Hij aarzelde, en nam de tas met trillende handen aan.
Ik hoorde het geritsel van kleding achter hem.
— Elena, het is niet wat je denkt… De investeerders… We hadden een plek nodig voor… informele gesprekken.
Op dat moment ging de deur helemaal open.
Een blonde, elegante vrouw, gekleed in een dure blouse en rok, stond naast hem.
Zonder enige schaamte.
— Goedendag, — zei ze met een licht Duits accent. — Ik ben Kristina, van de marketingafdeling in München.
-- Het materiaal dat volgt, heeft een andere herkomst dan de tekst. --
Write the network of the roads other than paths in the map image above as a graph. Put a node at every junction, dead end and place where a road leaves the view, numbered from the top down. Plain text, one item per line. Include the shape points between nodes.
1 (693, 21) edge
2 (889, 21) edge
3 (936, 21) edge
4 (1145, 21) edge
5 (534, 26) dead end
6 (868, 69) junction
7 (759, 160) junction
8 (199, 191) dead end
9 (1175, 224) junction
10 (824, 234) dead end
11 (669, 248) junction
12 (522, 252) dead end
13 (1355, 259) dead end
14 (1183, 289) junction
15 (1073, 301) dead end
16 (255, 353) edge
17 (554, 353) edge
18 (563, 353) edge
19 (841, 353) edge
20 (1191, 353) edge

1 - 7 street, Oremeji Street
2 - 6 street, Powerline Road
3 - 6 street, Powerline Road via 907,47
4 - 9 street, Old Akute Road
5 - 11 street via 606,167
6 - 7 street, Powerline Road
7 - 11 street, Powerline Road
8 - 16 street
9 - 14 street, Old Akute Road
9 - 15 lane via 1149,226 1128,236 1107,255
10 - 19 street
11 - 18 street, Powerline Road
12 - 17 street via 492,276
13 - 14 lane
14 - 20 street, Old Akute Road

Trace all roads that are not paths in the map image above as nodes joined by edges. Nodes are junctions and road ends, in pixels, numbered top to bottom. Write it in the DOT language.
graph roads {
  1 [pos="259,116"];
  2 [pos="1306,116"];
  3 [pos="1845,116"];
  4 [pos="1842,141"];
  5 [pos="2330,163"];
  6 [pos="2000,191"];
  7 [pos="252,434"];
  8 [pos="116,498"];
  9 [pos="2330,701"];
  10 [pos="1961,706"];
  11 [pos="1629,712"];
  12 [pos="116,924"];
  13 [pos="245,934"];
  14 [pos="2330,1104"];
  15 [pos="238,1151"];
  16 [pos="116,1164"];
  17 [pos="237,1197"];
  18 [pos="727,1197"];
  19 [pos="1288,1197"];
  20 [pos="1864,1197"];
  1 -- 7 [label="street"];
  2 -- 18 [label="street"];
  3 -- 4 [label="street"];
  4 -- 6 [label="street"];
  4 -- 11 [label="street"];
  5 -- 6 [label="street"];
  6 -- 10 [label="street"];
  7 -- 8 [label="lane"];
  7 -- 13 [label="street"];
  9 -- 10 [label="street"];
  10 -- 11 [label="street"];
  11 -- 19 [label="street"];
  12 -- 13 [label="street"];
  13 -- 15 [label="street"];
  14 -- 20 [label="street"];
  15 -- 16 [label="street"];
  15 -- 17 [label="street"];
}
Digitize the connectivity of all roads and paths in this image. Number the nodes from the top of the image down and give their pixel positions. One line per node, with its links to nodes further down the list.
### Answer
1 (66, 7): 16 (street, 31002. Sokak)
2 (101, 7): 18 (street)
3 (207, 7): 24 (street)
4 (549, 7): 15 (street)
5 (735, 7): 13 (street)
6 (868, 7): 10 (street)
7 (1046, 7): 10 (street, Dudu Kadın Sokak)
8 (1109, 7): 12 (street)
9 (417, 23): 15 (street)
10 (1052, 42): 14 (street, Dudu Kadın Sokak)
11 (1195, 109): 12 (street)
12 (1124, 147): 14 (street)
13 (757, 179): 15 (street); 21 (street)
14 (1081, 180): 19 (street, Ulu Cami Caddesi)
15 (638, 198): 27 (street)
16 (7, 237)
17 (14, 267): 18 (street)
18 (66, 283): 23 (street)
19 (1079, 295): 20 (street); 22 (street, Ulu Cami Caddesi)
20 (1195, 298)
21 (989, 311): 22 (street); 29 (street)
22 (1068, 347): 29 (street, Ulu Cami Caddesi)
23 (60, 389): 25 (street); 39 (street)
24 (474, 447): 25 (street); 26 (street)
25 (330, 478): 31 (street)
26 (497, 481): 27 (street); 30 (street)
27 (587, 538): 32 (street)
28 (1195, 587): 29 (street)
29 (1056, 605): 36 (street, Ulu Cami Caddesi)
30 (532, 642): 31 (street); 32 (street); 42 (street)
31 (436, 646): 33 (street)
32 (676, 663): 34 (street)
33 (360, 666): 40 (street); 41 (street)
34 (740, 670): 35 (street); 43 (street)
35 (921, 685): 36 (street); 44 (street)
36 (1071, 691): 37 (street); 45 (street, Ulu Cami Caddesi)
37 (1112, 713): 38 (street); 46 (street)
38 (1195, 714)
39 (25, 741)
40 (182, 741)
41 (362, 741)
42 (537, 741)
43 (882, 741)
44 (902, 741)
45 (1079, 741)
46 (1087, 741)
Twintig jaar huwelijk stortten stilletjes in.
— Dit is mijn vrouw, — mompelde hij. — Ze kwam mijn lunch brengen.
Ik merkte snel de details op die me eerst ontgaan waren: de fles champagne op het tafeltje in de gang, twee glazen, een designer damestas nonchalant op een stoel gegooid.
Haar parfum — hetzelfde dat ik al op zijn kleren had geroken.